The model can be used to evaluate an entire product, service, or capability of a product or service.

If the product or capability already exists and the question is whether to improve it, determine if it is currently at, above, or below parity with similar capabilities available in the market. If it is below parity and improvements are being considered, or it’s a new product or capability, determine which quadrant it belongs to, as indicated in Figure 5.2, based on mission criticality and market differentiation. Then use the guidelines for the corresponding quadrant to determine whether to maintain parity, develop the capability in-house, outsource it, or develop it in partnership with another company.

5.5.1 Differentiating Quadrant (Top Right)

The model includes four quadrants based on levels of market differentiation and mission criticality.

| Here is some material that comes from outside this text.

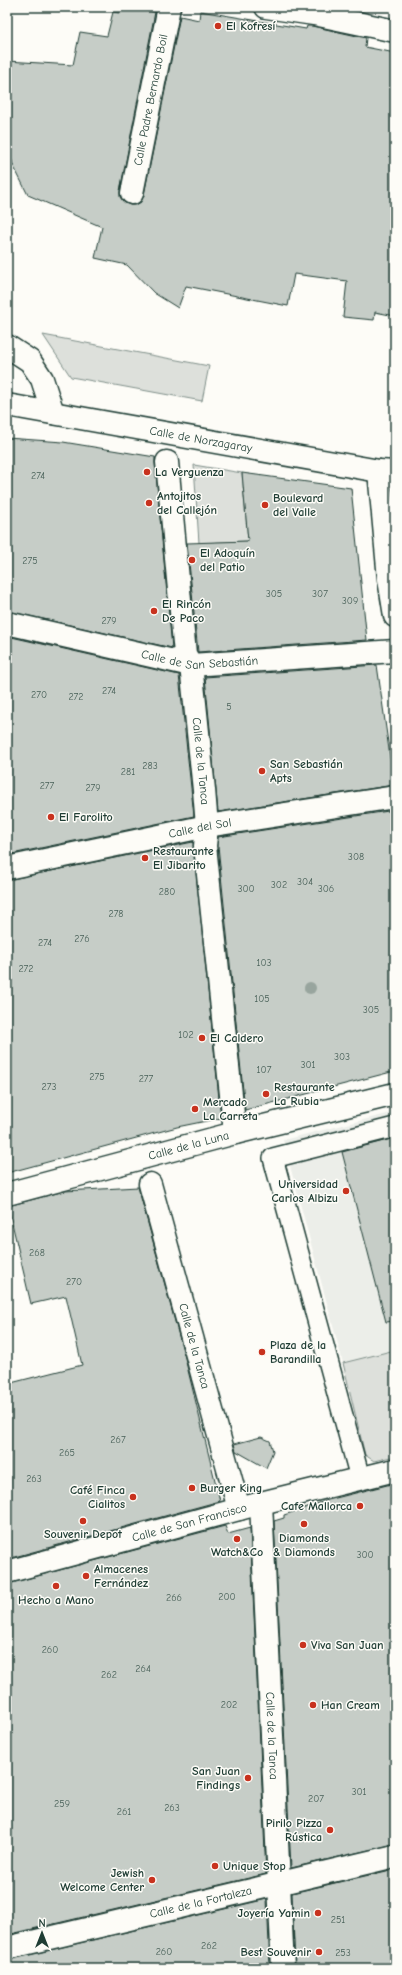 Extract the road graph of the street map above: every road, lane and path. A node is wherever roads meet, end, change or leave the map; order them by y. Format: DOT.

Use the top-right quadrant in Figure 5.2 for mission-critical products or capabilities that are market differentiators. Items landing in this category should be developed in-house by long-lived teams because they have to be continually improved for the product to remain competitive.

5.5.2 Parity Quadrant (Bottom Right)

The bottom-right quadrant in Figure 5.2 is for mission-critical capabilities that are not core differentiators. Parity with the market standard is sufficient for these items, since excellence is unlikely to affect customer choice.

Develop items in this quadrant in-house, or outsource them. Weigh the immediate savings of outsourcing against future costs. Keep in mind that choices made early on can have a significant impact on the cost of future changes.

One example of a parity capability is eBay’s payment processing. Payment processing is a parity capability for eBay because it’s mission-critical but not a differentiator. Early on, when the business case for eBay was, as yet, unproven, it outsourced payment processing to PayPal in order to deliver the capability quickly with minimal upfront investment. By 2002, eBay’s volume grew to the point where it no longer made financial sense to outsource the service, and the company brought it in-house by purchasing PayPal.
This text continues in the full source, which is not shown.